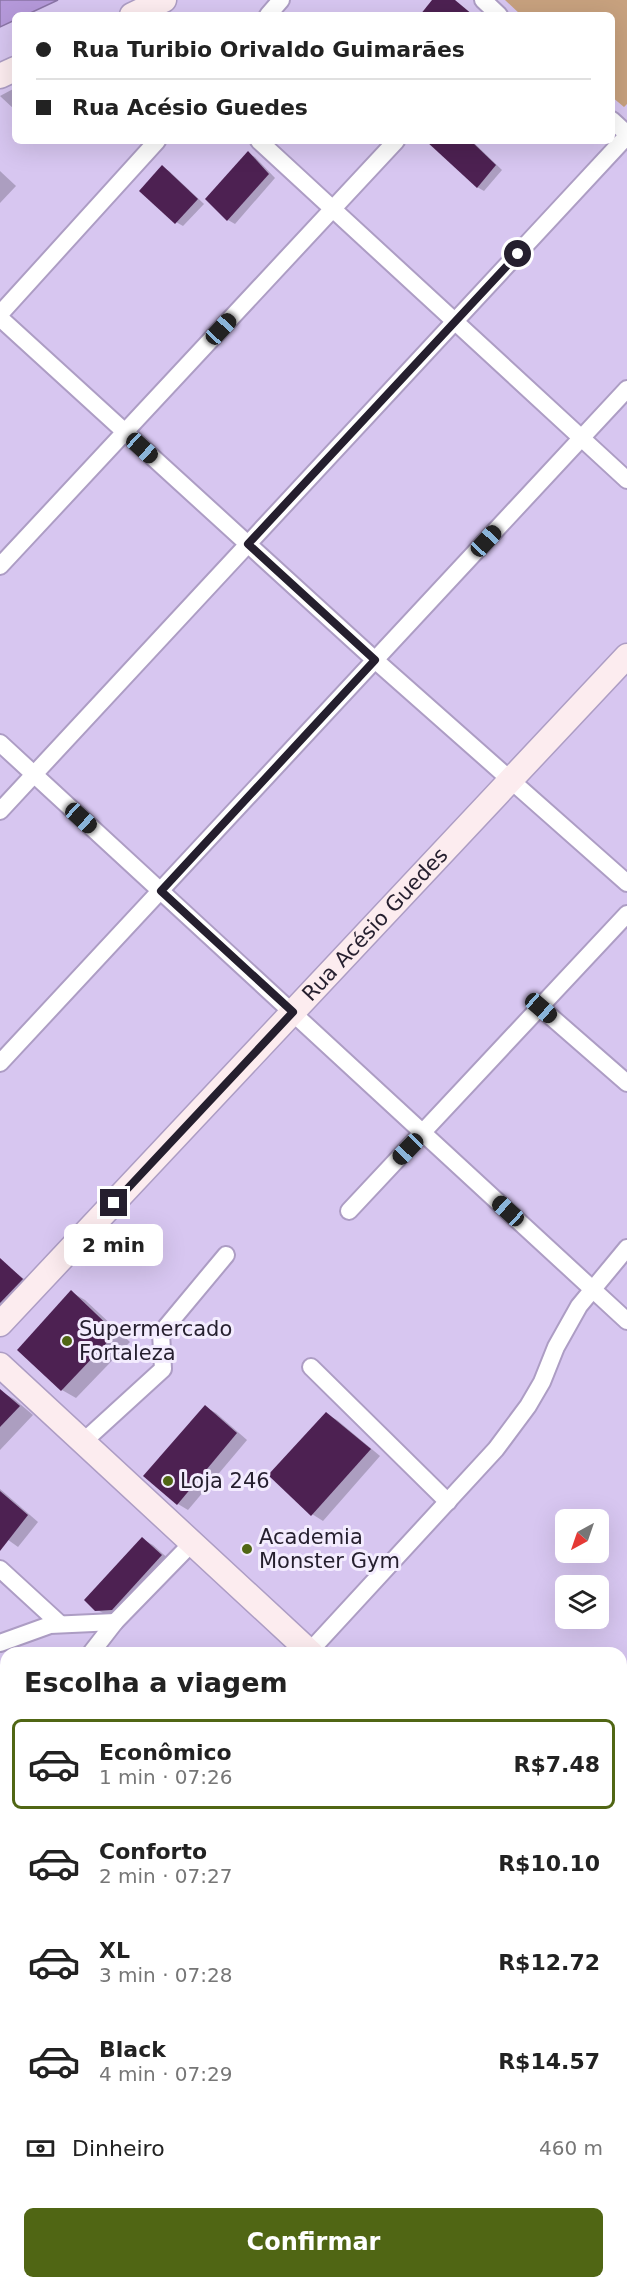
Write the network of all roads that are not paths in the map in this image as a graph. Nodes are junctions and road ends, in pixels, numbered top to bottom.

::::::::

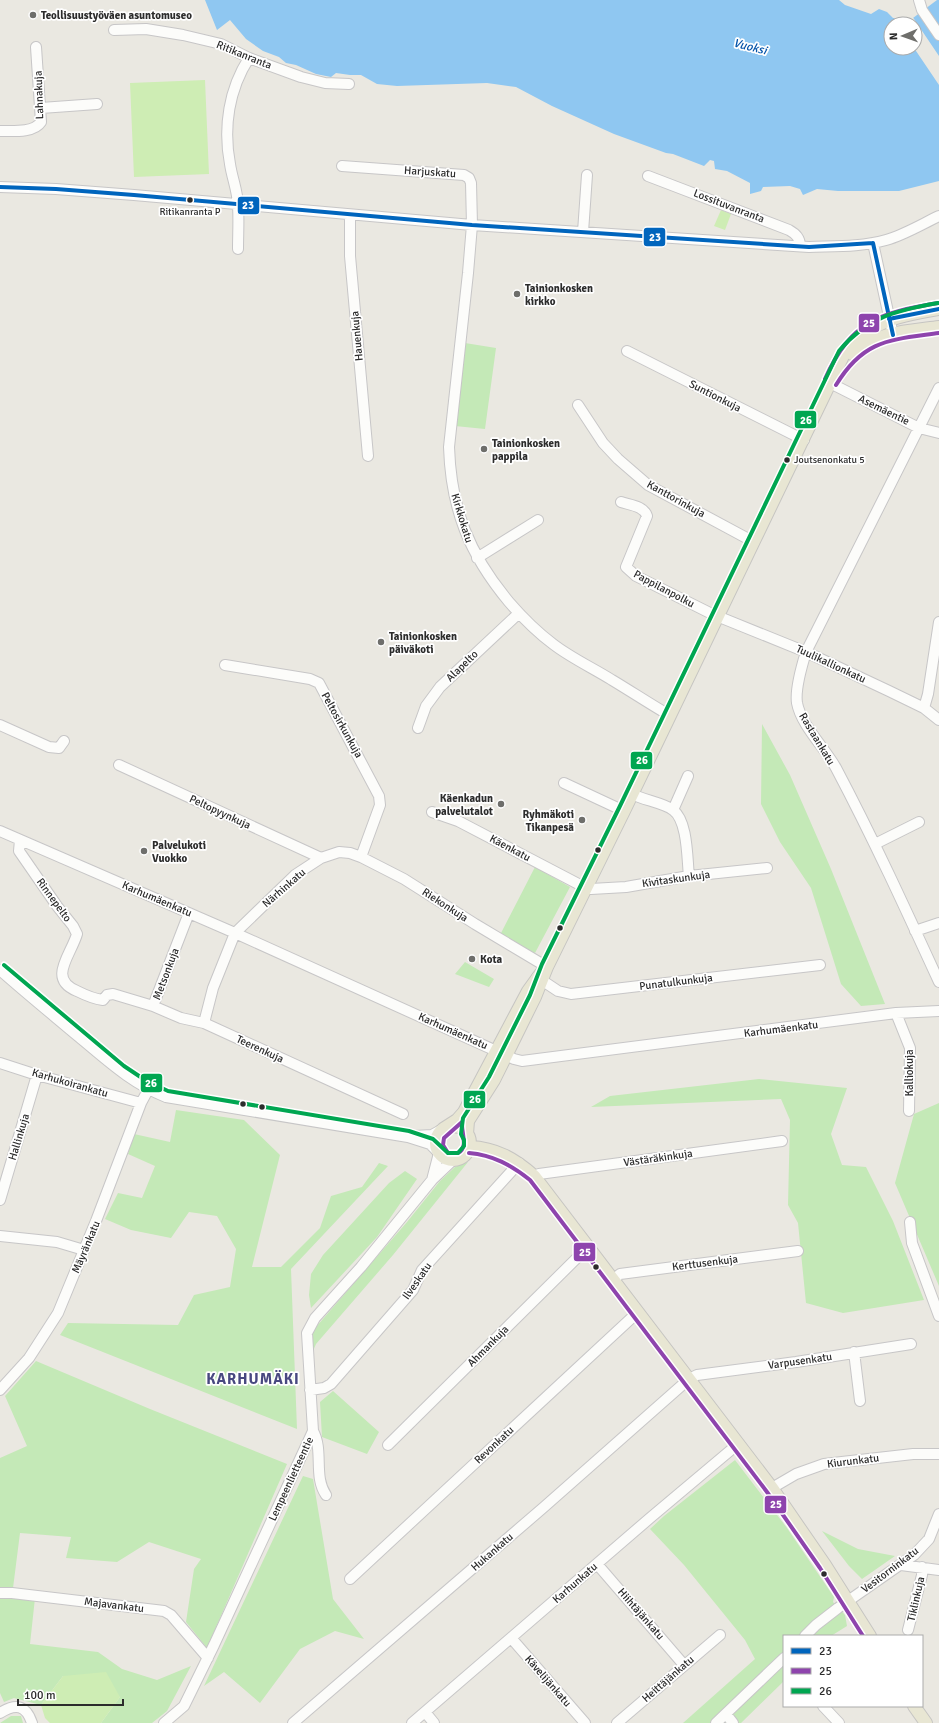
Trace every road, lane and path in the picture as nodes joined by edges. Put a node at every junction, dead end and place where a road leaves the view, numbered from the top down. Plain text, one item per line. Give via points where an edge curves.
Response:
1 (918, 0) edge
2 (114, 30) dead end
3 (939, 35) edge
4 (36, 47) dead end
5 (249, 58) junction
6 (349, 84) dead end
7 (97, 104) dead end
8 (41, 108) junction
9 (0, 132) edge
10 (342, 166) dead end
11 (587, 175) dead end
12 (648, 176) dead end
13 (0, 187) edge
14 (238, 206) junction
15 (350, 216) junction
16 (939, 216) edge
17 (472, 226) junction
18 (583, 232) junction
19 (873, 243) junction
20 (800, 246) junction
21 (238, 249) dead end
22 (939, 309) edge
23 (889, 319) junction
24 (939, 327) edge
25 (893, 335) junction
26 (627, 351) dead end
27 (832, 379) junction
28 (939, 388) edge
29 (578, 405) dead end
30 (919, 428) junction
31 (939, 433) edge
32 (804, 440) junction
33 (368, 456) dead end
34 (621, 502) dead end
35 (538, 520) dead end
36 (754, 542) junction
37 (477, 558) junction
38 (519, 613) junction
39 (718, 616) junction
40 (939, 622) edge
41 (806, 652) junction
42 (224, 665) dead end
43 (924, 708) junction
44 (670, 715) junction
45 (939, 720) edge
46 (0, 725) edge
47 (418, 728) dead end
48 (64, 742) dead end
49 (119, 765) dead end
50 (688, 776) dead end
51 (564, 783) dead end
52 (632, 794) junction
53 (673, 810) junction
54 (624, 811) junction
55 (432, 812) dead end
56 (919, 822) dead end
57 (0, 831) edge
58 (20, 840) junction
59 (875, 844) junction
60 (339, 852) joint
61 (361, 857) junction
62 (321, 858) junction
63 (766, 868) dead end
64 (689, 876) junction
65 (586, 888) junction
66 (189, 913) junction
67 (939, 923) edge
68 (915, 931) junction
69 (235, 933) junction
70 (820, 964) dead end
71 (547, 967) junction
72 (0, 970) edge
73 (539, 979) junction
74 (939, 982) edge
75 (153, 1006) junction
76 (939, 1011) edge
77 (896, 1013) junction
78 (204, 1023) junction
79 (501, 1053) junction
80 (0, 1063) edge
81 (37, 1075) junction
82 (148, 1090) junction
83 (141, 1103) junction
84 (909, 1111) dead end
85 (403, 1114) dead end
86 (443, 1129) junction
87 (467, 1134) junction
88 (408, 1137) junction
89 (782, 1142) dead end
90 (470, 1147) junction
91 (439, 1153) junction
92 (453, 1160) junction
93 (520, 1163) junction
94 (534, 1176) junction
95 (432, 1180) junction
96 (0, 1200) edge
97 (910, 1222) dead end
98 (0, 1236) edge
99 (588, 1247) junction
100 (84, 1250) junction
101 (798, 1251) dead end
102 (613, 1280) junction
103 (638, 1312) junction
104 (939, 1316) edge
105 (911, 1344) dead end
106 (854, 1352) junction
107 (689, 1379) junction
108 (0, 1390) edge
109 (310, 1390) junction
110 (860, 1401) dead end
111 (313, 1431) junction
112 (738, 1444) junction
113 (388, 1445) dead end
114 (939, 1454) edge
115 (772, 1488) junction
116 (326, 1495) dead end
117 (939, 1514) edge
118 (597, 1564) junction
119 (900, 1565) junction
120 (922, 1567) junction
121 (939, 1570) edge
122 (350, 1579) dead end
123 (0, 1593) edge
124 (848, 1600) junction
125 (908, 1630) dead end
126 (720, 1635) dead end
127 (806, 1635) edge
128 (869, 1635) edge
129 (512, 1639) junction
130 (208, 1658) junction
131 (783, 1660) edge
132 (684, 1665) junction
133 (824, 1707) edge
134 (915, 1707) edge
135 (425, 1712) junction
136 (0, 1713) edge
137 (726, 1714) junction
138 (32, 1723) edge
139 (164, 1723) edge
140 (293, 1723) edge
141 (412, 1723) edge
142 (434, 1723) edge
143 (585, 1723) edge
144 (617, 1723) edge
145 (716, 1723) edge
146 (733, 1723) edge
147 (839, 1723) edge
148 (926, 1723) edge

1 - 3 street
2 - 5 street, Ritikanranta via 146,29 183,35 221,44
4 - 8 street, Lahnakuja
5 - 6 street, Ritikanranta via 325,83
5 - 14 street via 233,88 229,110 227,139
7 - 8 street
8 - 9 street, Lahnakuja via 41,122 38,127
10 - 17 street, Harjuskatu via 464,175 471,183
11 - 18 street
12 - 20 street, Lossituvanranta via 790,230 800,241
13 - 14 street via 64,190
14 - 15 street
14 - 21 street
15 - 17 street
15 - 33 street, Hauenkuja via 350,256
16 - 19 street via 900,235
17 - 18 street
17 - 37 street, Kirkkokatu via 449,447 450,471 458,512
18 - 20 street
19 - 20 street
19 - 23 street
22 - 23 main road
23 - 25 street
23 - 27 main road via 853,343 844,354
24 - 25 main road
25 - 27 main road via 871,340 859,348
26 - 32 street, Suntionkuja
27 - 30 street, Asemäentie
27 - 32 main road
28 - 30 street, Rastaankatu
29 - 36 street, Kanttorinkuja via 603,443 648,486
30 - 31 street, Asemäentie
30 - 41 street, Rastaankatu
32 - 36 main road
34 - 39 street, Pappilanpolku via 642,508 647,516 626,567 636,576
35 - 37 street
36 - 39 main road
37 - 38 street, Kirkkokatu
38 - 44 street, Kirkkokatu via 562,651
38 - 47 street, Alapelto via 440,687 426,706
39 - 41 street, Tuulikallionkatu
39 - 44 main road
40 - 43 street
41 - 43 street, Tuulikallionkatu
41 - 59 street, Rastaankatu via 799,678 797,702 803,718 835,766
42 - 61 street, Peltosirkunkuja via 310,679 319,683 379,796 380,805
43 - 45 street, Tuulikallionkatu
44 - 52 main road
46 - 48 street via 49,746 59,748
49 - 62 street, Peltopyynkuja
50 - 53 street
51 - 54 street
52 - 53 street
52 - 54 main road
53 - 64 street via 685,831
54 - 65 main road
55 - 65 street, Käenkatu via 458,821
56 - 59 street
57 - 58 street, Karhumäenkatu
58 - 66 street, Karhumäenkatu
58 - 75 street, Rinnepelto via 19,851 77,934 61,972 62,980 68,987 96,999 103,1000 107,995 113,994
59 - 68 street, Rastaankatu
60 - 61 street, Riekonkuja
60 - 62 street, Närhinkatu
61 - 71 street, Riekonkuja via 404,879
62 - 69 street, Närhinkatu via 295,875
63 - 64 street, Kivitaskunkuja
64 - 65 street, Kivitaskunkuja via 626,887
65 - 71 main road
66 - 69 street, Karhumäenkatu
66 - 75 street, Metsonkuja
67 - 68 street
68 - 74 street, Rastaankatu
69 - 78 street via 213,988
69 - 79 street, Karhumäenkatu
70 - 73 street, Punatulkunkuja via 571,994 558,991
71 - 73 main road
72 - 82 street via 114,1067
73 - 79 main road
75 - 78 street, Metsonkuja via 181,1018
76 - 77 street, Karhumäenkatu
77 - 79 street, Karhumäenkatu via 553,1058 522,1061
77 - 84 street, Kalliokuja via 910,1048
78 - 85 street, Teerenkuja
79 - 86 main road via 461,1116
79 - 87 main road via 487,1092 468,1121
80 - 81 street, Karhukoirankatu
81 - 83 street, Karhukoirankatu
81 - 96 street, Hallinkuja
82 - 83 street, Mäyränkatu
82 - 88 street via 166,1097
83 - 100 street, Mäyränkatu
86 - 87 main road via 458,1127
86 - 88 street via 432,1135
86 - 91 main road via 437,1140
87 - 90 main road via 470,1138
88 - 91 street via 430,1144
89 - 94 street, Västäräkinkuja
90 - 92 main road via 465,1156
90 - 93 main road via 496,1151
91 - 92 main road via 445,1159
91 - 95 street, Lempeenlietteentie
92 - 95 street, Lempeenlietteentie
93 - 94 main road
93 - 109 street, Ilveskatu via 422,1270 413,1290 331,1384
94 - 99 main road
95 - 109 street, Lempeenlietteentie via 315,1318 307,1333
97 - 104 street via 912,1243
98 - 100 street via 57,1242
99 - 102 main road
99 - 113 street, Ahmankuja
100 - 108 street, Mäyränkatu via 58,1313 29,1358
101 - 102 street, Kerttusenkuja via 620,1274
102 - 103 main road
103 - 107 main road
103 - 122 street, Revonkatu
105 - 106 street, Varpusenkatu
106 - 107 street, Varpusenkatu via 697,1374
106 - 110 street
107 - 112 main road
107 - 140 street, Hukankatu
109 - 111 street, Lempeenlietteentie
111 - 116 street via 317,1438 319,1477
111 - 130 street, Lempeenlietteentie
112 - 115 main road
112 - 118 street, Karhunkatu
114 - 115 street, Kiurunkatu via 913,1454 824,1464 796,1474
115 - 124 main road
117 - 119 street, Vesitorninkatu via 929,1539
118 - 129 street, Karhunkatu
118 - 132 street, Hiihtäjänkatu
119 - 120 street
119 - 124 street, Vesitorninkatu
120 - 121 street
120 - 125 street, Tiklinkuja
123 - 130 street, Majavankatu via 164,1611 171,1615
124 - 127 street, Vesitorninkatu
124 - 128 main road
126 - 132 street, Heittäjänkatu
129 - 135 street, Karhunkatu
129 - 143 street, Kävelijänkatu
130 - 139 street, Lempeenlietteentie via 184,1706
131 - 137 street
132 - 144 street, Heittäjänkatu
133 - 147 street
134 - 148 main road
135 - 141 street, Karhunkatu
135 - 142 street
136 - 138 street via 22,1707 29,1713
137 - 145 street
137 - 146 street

::::::::

## YOUR OBJECTIVE
Across the listing above, report every line where "numbered" occurs.

## RESPONSE TO THIS EXERCISE
Write the network of all roads that are not paths in the map in this image as a graph. Nodes are junctions and road ends, in pixels, numbered top to bottom.
Trace every road, lane and path in the picture as nodes joined by edges. Put a node at every junction, dead end and place where a road leaves the view, numbered from the top down. Plain text, one item per line. Give via points where an edge curves.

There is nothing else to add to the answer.